In personal news, I did not keep to my Lenten practice of drawing at all. I drew on Monday mornings as usual, and besides that I did only a handful of drawings. I think I should just acknowledge that I’m at my limit for daily practices, between reading my Dickinson poem (today is #220, and next week’s sermon is on the journey so far) and exercising and following the various necessary family routines.
I’ve been putting my thoughts about linked ideas, images, and events in The Dispossessed into what the software, MindMeister, calls a “Mind Map,” here.
Whole sections haven’t been transcribed from my mind to the map, such as the multiple valences of possession, but it’s fun and helpful to get it into this form. What would you add?
Looking forward to class tonight, 7:30 in the UUCPA Fireside Room. Directions here, campus map here.
Cross-posted to the UUCPA blog, which is where comments may be made.
Tim Bartik, who I wish lived near Palo Alto instead of in Michigan so he could be there tomorrow night, has been contributing really interesting and careful comments on The Dispossessed at the UUCPA blog, and his last one, written on February 24, was so helpful in clarifying my own thoughts that I want to post my response here as well.
Forgive the length of this response, but you’ve helped me understand a real key to this novel. I’ve been thinking about your previous comment, which made me realize for the first time the connection between The Dispossessed and Le Guin’s essay (which I cannot recommend highly enough) “The Stalin in the Soul,” and how I would concisely sum up my scattered thoughts, and before I got back to the internet you did it:
“as long as he or she can find an audience that is willing to pay for that art”
That’s the rub, isn’t it? That’s why our freedom isn’t free. Not only because many great artists never make their art, or many people never get to see it or hear it, because they are busy working in an office or factory; but because many potentially great artists censor themselves for the market. They make what will sell instead of what their art calls them to make.

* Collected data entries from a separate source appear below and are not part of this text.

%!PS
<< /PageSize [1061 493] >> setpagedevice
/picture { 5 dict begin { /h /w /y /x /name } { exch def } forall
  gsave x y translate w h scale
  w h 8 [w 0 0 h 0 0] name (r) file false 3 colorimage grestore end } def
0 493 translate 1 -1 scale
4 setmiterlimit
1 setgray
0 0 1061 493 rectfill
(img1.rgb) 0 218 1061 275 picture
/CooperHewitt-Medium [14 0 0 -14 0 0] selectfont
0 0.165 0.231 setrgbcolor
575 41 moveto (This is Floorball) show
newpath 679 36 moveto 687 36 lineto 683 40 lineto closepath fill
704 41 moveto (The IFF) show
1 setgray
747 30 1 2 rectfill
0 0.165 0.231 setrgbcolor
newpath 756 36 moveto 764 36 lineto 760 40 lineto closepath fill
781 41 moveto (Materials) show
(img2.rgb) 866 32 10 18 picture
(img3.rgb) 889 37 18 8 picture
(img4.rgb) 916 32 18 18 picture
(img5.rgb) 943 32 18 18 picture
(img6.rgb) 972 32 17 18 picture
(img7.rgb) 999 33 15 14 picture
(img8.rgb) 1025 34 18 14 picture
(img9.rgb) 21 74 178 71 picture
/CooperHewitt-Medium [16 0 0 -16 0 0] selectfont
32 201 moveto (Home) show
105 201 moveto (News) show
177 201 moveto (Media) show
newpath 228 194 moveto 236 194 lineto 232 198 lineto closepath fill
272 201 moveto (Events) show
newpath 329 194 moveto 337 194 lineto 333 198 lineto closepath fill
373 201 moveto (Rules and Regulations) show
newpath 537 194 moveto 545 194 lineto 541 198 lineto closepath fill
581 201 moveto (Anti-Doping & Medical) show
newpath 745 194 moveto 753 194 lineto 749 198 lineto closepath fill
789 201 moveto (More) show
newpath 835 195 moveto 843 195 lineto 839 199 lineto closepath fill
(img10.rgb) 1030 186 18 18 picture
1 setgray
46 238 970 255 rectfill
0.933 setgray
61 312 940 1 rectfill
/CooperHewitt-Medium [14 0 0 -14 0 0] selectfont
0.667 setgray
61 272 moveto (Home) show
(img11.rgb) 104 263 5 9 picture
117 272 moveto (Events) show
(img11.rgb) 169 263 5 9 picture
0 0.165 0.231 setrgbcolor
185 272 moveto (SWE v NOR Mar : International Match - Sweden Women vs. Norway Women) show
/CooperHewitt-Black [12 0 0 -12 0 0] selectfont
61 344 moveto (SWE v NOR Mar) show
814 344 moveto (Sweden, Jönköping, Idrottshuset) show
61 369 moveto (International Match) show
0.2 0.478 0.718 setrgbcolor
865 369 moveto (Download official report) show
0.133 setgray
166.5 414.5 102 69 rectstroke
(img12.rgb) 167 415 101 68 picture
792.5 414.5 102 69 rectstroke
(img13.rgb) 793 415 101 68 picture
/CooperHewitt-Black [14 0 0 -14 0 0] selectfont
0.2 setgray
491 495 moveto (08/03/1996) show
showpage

That is an outcome of our economic system. It might be a price worth paying, in the last analysis, but we mustn’t treat it lightly.
Le Guin’s essay describes two novels: a great one that is written and never published in the author’s native land, because it is repressive and censors him in life and death; another great one that is never published in the author’s native land because he never writes it, being too busy writing what will sell to ever get around to his true art. The first author is Yevgeny Zamyatin, author of We, and the second is anyone in the US, including herself. As she says, we’re free “not only to write fuck and shit, and to spell America with a k,” but “to write what we please,” and yet we often don’t. She’s a little hard on her imaginary author, making him concerned with riches and fame. Most artists surrender their freedom just to eat and pay the rent, so their selling out is more understandable.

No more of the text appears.